Welcome to the Roman Baths Blog!

This blog is a behind the scenes look at the Roman Baths in Bath. We hope you enjoy reading our stories about life surrounding the Roman Baths.

Wednesday, 30 January 2013


Following on from last weeks blog on the Beau Street Hoard this weeks blogs discusses in brief what to do if you find something that you think might be treasure….

Coins from the hoard

Who do I contact?

Your local Finds Liaison Officer (FLO) is normally the main point of contact for Treasure finds (details of your local FLO can be found at www.finds.org.uk)
You will need to provide wherever possible the equivalent of a six-figure National Grid Reference (100m2).

What objects do not qualify as treasure?

• objects whose owners can be traced

• unworked natural objects, including human and animal remains, even if they are found in association with Treasure

• objects from the foreshore which are wreckage

• single coins found on their own

• groups of coins lost one by one over a period of time

If you are in any doubt it is always safest to report your find. Your local Finds Liaison Officer will be glad to record all archaeological objects that you find.

What happens if the find is treasure?

If the institution or individual receiving the find on behalf of the Coroner believes that the find may be Treasure they will inform the British Museum or the National Museum Wales.

What if a museum wants to acquire my find?

The Coroner will hold an inquest to decide whether the find is Treasure. If the find is declared to be Treasure then it will be taken to the British Museum so that a valuation can be recommended by the Treasure Valuation Committee: this amount is what a museum will pay to acquire the find.

Who is eligible to receive a share of the reward?

• the finder who has obtained permission to be on the land from its owner, and acted in good faith

• the landowner

• the person who occupies the particular site as a tenant of the owner (unless this is precluded by the terms of the tenancy agreement)

Who is not eligible to receive a share of the reward?
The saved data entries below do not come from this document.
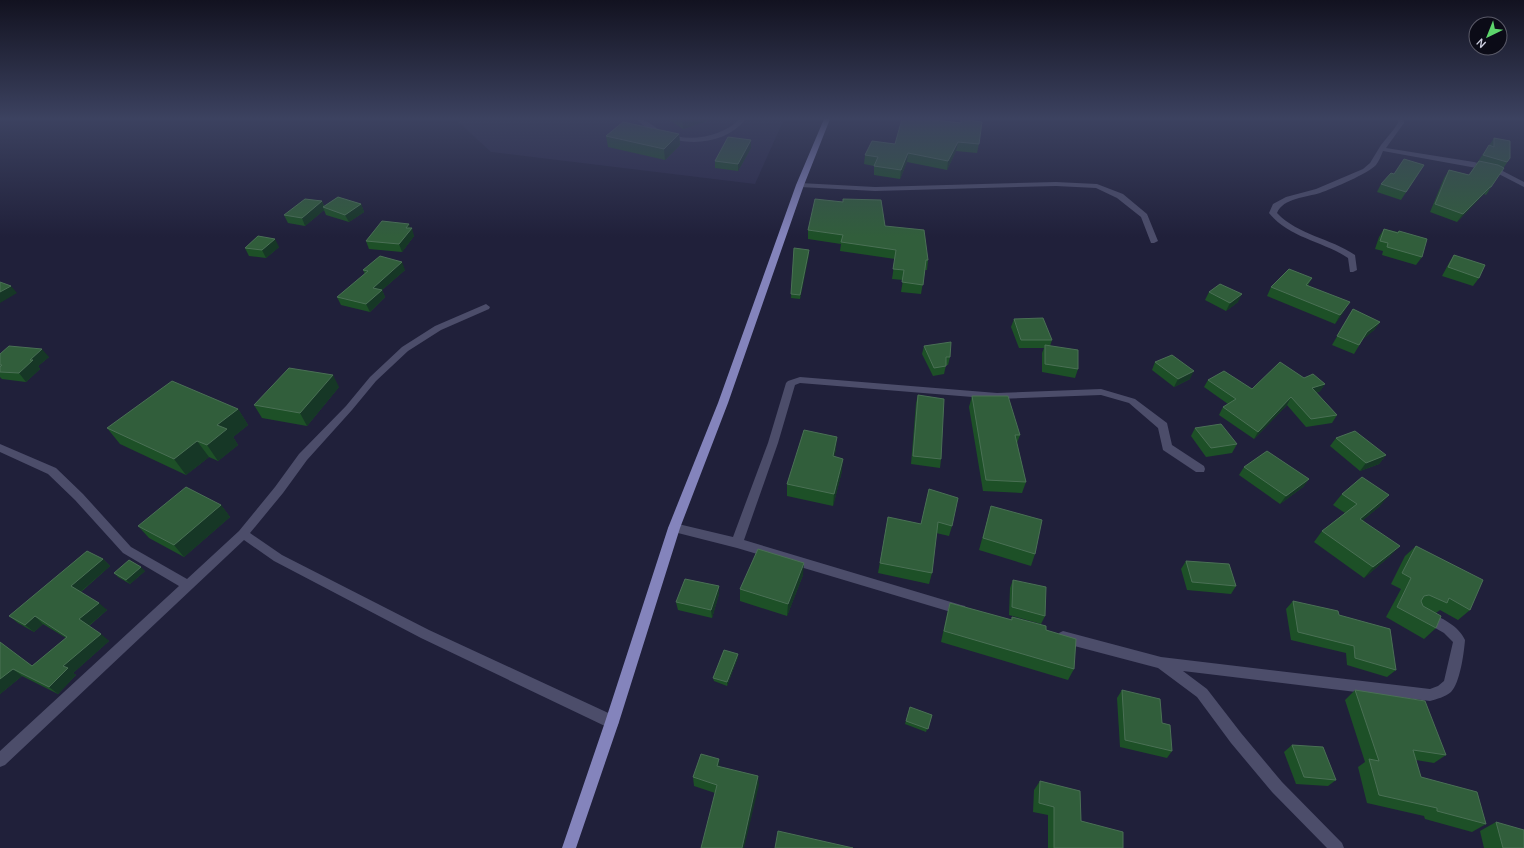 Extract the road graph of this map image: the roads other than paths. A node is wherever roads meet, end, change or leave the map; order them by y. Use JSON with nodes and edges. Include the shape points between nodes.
{"nodes":[{"id":1,"x":811,"y":159,"type":"edge"},
{"id":2,"x":1376,"y":159,"type":"edge"},
{"id":3,"x":1441,"y":159,"type":"edge"},
{"id":4,"x":800,"y":185,"type":"junction"},
{"id":5,"x":1524,"y":185,"type":"edge"},
{"id":6,"x":1154,"y":241,"type":"dead end"},
{"id":7,"x":1352,"y":270,"type":"dead end"},
{"id":8,"x":486,"y":307,"type":"dead end"},
{"id":9,"x":0,"y":448,"type":"edge"},
{"id":10,"x":1200,"y":469,"type":"dead end"},
{"id":11,"x":674,"y":528,"type":"junction"},
{"id":12,"x":243,"y":534,"type":"junction"},
{"id":13,"x":737,"y":543,"type":"junction"},
{"id":14,"x":188,"y":585,"type":"junction"},
{"id":15,"x":972,"y":612,"type":"edge"},
{"id":16,"x":1417,"y":612,"type":"edge"},
{"id":17,"x":1055,"y":635,"type":"edge"},
{"id":18,"x":1161,"y":663,"type":"junction"},
{"id":19,"x":612,"y":722,"type":"junction"},
{"id":20,"x":0,"y":760,"type":"edge"},
{"id":21,"x":568,"y":848,"type":"edge"},
{"id":22,"x":1337,"y":848,"type":"edge"}],
"edges":[{"from":1,"to":4,"type":"main road"},
{"from":2,"to":7,"type":"street","via":[[1365,170],[1319,191],[1290,199],[1276,206],[1273,213],[1288,228],[1342,248],[1352,256]]},
{"from":3,"to":5,"type":"street","via":[[1495,169]]},
{"from":4,"to":6,"type":"street","via":[[875,189],[1056,184],[1097,186],[1120,196],[1144,216]]},
{"from":4,"to":11,"type":"main road","via":[[723,403]]},
{"from":8,"to":12,"type":"street","via":[[438,328],[405,349],[373,379],[303,457]]},
{"from":9,"to":14,"type":"street","via":[[52,471],[127,550]]},
{"from":10,"to":13,"type":"street","via":[[1166,447],[1163,426],[1132,401],[1101,392],[997,396],[800,380],[791,383],[773,443]]},
{"from":11,"to":13,"type":"street"},
{"from":11,"to":19,"type":"main road"},
{"from":12,"to":14,"type":"street"},
{"from":12,"to":19,"type":"street","via":[[278,558],[425,634]]},
{"from":13,"to":15,"type":"street"},
{"from":14,"to":20,"type":"street"},
{"from":16,"to":18,"type":"street","via":[[1448,629],[1459,640],[1459,649],[1448,686],[1430,695]]},
{"from":17,"to":18,"type":"street"},
{"from":18,"to":22,"type":"street","via":[[1202,693],[1277,787]]},
{"from":19,"to":21,"type":"main road"}]}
• an archaeologist who makes a Treasure find

• a finder or a landowner who has acted in bad faith, and not in accordance with the Treasure Act Code

of Practice, may expect a reduced share of the valuation, or none at all

(for more on the Treasure Act follow this link http://www.legislation.gov.uk/ukpga/1996/24/contents)
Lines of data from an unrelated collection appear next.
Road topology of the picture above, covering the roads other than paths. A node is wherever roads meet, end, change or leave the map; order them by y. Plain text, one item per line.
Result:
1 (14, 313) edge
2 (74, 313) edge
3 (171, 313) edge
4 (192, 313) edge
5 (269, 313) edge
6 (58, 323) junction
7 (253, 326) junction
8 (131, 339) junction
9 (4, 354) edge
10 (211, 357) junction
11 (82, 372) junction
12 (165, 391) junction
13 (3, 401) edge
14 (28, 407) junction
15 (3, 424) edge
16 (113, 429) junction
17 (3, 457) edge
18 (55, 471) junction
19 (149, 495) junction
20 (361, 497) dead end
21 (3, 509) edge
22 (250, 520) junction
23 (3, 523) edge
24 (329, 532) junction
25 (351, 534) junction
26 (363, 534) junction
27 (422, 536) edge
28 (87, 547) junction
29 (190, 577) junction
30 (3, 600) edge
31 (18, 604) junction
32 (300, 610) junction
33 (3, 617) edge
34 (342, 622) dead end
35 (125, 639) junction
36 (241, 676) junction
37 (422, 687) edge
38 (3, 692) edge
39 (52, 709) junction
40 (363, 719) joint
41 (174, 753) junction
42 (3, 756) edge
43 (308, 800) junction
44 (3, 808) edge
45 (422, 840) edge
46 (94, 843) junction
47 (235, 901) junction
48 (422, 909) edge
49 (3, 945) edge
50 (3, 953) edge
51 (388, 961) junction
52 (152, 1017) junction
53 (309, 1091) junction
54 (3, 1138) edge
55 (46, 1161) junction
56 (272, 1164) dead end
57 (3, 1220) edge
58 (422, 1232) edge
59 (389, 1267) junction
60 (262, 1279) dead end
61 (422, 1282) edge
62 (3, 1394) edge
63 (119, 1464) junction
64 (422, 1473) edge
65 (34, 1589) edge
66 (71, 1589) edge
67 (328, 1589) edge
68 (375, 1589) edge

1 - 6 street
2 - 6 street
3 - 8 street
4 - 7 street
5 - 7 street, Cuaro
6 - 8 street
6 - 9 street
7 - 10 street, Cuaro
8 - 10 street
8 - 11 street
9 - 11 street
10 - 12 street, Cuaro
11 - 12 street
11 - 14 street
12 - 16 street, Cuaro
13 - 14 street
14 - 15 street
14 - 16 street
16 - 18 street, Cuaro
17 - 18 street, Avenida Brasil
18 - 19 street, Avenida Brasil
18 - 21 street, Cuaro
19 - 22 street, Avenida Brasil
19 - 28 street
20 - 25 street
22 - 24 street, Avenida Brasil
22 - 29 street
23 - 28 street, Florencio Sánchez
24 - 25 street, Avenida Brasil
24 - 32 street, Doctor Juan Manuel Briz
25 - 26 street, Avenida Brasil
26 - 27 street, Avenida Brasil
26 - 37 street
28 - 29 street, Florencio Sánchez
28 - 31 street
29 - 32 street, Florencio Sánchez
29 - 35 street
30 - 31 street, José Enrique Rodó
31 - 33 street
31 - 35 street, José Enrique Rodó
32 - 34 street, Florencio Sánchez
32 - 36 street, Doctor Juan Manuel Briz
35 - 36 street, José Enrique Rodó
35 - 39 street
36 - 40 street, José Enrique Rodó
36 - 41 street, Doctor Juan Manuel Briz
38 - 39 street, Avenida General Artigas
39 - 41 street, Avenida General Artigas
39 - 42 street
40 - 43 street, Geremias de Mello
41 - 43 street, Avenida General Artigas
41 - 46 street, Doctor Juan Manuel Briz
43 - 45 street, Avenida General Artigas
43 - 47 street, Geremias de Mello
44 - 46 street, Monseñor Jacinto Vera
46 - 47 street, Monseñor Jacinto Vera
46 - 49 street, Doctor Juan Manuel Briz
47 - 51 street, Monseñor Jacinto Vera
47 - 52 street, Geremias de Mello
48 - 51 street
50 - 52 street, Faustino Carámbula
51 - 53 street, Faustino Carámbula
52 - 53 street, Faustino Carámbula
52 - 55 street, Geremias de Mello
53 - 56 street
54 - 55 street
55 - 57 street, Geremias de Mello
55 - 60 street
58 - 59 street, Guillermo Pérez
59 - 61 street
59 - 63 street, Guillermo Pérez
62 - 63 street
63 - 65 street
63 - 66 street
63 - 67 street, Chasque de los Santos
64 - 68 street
How long will it take before I receive my reward?

The period between the find being received by the Coroner and reward should not be longer than twelve months (provided no challenges are made), although it may be necessary to exceed this period in exceptional cases, such as large hoards of coins or finds that present particular difficulties.

For more information on the subject of treasure please follow this link http://finds.org.uk/treasure

Wednesday, 23 January 2013

Beau Street Hoard

Coins from the hoard
We know a lot of you are interested in the developments and process of acquiring and conserving a hoard found here in Bath. Found by archaeologists in 2007 on the site of a local building development this hoard has attracted national and international interest.
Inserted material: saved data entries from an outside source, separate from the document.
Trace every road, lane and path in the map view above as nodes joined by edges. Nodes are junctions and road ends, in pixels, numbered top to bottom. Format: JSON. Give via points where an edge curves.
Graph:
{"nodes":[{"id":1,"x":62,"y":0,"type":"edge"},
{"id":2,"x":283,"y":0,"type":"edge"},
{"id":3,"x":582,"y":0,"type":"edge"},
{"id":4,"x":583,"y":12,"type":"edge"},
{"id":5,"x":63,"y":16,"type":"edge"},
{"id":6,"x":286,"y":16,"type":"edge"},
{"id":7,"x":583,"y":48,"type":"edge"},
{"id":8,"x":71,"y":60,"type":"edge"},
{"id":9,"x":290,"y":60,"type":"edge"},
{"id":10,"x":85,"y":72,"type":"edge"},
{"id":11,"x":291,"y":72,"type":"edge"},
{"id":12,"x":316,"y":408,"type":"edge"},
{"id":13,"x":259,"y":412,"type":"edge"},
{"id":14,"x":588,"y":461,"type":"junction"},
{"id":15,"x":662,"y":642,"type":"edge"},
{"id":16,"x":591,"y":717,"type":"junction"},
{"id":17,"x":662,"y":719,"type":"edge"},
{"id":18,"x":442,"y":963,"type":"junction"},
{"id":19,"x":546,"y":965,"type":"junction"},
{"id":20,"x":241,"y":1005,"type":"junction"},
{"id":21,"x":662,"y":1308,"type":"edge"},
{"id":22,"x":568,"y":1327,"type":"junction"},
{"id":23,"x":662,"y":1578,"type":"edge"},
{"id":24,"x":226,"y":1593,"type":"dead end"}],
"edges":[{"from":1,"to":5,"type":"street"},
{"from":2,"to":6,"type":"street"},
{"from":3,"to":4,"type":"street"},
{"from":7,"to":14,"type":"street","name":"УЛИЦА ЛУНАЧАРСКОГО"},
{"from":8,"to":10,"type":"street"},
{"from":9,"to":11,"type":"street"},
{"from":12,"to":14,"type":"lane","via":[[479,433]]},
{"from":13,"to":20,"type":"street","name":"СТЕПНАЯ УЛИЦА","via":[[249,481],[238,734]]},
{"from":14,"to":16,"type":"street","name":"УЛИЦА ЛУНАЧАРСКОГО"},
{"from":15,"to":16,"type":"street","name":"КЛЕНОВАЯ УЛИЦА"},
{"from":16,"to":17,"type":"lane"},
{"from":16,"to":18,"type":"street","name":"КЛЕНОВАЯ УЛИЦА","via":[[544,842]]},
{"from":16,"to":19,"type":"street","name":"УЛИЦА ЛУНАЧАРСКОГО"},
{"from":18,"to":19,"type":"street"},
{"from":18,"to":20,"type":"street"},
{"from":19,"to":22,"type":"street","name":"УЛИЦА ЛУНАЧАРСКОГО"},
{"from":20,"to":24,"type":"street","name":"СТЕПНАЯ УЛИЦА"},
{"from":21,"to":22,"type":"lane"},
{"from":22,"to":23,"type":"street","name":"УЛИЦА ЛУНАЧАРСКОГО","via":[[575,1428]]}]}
A stone lined pit in the ground held the hoard of 15,000 coins, separated within 8 leather pouches. What makes this hoard interesting is that it was set in a Roman building within a town.

There is a campaign to raise the necessary funds to purchase and conserve the hoard. With the Heritage Lottery Fund on board we can now begin to raise the profile of this campaign and ensure further conservation work and research is carried out on the hoard so we can understand it better. As part of this process a temporary exhibition is going to be put up in the Sun Lounge (part of the Pump Room complex on this site) and it will be free for all to view so if you are in town do pop in to take a look.

For up to date and in depth information on the conservation process and background information follow this link


For more information on the campaign please follow this link


Helen Harman - Collections Assistant

Display now up do come and take a look!

Wednesday, 16 January 2013

Update from behind the scenes

We have been very busy behind the scenes in the Collections Office at the Roman Baths.

Coin case Kings Bath Corridor

In the past year all the displays along the King’s Bath Corridor have been updated and two new display cases have been installed. With the completion of the King’s Bath Corridor we can now say nearly all of the museum cases have been updated and we have a lot more objects out from store and on display to be enjoyed by everyone.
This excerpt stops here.